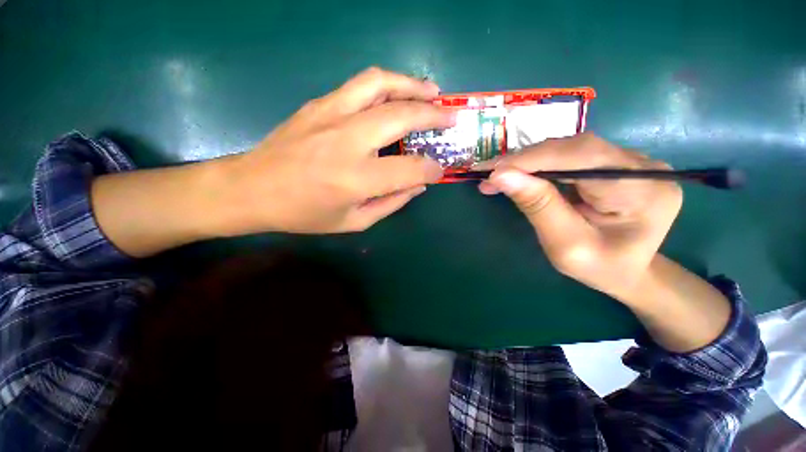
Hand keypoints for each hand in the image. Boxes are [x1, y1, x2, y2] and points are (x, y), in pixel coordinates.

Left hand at [220, 68, 454, 233]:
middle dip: (433, 116)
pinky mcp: (319, 104)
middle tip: (452, 116)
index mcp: (356, 179)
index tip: (440, 169)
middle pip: (401, 117)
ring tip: (432, 92)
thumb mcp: (354, 221)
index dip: (431, 169)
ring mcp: (330, 115)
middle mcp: (347, 141)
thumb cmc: (304, 213)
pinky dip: (387, 85)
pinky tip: (397, 93)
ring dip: (412, 85)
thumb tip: (418, 186)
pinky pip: (360, 85)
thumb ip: (391, 203)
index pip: (409, 169)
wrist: (251, 188)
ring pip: (380, 85)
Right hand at [480, 133, 682, 299]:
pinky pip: (570, 156)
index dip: (532, 160)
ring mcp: (631, 161)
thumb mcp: (565, 245)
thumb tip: (500, 176)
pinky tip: (518, 173)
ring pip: (569, 149)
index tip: (492, 171)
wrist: (630, 271)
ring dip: (528, 161)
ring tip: (497, 175)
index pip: (582, 157)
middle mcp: (643, 167)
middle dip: (525, 160)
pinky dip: (538, 164)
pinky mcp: (615, 163)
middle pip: (575, 148)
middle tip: (487, 173)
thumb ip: (538, 206)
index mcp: (643, 192)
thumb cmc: (600, 268)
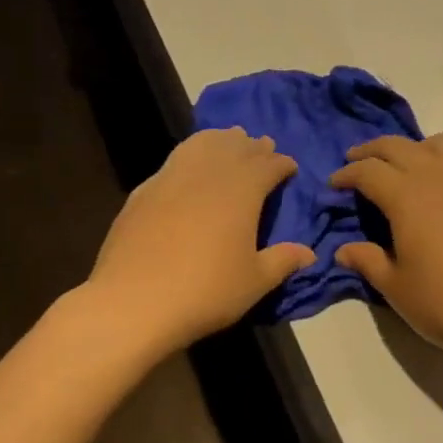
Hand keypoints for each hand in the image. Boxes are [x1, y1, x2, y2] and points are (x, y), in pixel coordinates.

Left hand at [90, 128, 313, 353]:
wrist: (134, 302)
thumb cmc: (206, 292)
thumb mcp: (255, 282)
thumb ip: (282, 261)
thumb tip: (308, 254)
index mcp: (241, 191)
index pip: (267, 165)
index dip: (281, 163)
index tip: (290, 167)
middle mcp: (207, 174)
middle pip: (234, 148)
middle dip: (253, 146)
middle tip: (264, 147)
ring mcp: (170, 179)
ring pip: (200, 145)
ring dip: (220, 140)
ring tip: (228, 140)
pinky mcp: (143, 192)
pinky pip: (174, 161)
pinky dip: (190, 155)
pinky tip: (189, 167)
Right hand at [329, 133, 442, 358]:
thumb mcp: (396, 287)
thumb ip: (367, 261)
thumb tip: (343, 250)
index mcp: (407, 196)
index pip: (369, 171)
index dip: (346, 174)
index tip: (333, 184)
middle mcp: (437, 179)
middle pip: (399, 146)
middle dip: (372, 151)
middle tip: (354, 162)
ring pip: (437, 144)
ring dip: (411, 147)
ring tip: (400, 167)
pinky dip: (437, 163)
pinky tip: (434, 194)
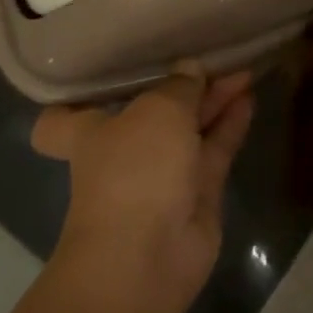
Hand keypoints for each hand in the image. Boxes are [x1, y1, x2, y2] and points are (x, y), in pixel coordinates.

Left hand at [31, 65, 254, 312]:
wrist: (148, 258)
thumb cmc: (134, 171)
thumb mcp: (157, 110)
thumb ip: (179, 86)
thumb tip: (190, 69)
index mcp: (90, 132)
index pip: (63, 118)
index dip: (79, 97)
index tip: (103, 73)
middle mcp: (123, 151)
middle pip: (150, 112)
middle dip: (180, 85)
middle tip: (212, 55)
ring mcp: (162, 174)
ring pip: (189, 129)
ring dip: (212, 101)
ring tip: (242, 68)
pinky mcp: (196, 193)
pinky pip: (214, 149)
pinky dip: (230, 124)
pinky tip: (249, 96)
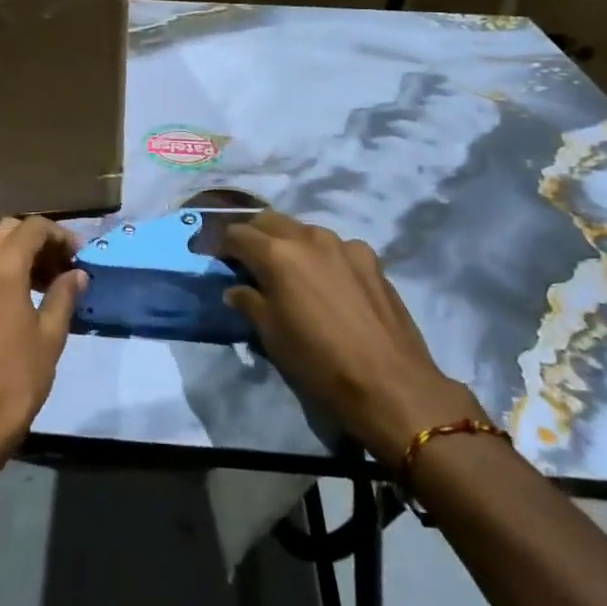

────────────────

Without including any picture, reproduce the material above word for word.

Hand keypoints for each hand in the image. Boxes are [x1, y1, x2, y2] and points are (x, y), in pixel coordinates.

Left hand at [220, 68, 454, 233]:
middle dip: (433, 116)
pinky mcp: (319, 104)
middle tip: (452, 116)
index mcp: (356, 179)
index tip: (440, 169)
middle pip: (401, 117)
ring tip: (432, 92)
thumb mcp: (354, 221)
index dip: (431, 169)
ring mcp: (330, 115)
middle mcp: (347, 141)
thumb cmc: (304, 213)
pinky dip: (387, 85)
pinky tip: (397, 93)
ring dip: (412, 85)
thumb tip: (418, 186)
pinky pip: (360, 85)
thumb ip: (391, 203)
index pip: (409, 169)
wrist: (251, 188)
ring pip: (380, 85)
Right hand at [480, 133, 682, 299]:
pinky pip: (570, 156)
index dip: (532, 160)
ring mcp: (631, 161)
thumb mcp: (565, 245)
thumb tip: (500, 176)
pinky tip: (518, 173)
ring pip: (569, 149)
index tip: (492, 171)
wrist: (630, 271)
ring dip: (528, 161)
ring tip: (497, 175)
index pip: (582, 157)
middle mcp: (643, 167)
middle dip: (525, 160)
pinky dip: (538, 164)
pinky mcp: (615, 163)
middle pip: (575, 148)
middle tip: (487, 173)
thumb ip: (538, 206)
index mcp: (643, 192)
thumb cmc: (600, 268)
Hand keypoints for each hand in the image. Boxes are [x1, y1, x2, y2] and points are (x, y), in pixel coordinates.

Left hand at [90, 128, 313, 353]:
wrist: (134, 302)
thumb cmc: (206, 292)
thumb mcp: (255, 282)
thumb ip: (282, 261)
thumb tip: (308, 254)
index mcp: (241, 191)
index pip: (267, 165)
index dip: (281, 163)
index tip: (290, 167)
middle mcp: (207, 174)
middle pip: (234, 148)
middle dip: (253, 146)
middle tip: (264, 147)
ring mcp: (170, 179)
ring pip: (200, 145)
ring dip: (220, 140)
ring tip: (228, 140)
pinky mcp: (143, 192)
pinky pip: (174, 161)
pinky dip: (190, 155)
pinky tip: (189, 167)
Right hand at [329, 133, 442, 358]:
thumb mcp: (396, 287)
thumb ip: (367, 261)
thumb tip: (343, 250)
index mcp: (407, 196)
index pip: (369, 171)
index dip: (346, 174)
index tip: (333, 184)
middle mcp: (437, 179)
middle pip: (399, 146)
middle dip: (372, 151)
middle tip: (354, 162)
ring pip: (437, 144)
ring dip: (411, 147)
ring tip: (400, 167)
pinky dip: (437, 163)
pinky tip: (434, 194)
Hand keypoints for each hand in the image. Boxes are [x1, y1, x2, y2] and points are (x, y), in pixel coordinates.

Left hand at [31, 65, 254, 312]:
wrist: (148, 258)
thumb cmc: (134, 171)
thumb mcp: (157, 110)
thumb ip: (179, 86)
thumb tip: (190, 69)
index mcp: (90, 132)
index pip: (63, 118)
index dip: (79, 97)
index tip: (103, 73)
middle mcp: (123, 151)
middle pip: (150, 112)
middle dip: (180, 85)
middle tip: (212, 55)
ring mcp: (162, 174)
ring pip: (189, 129)
ring dip: (212, 101)
ring tip: (242, 68)
pinky mcp: (196, 193)
pinky pip: (214, 149)
pinky dip: (230, 124)
pinky tip: (249, 96)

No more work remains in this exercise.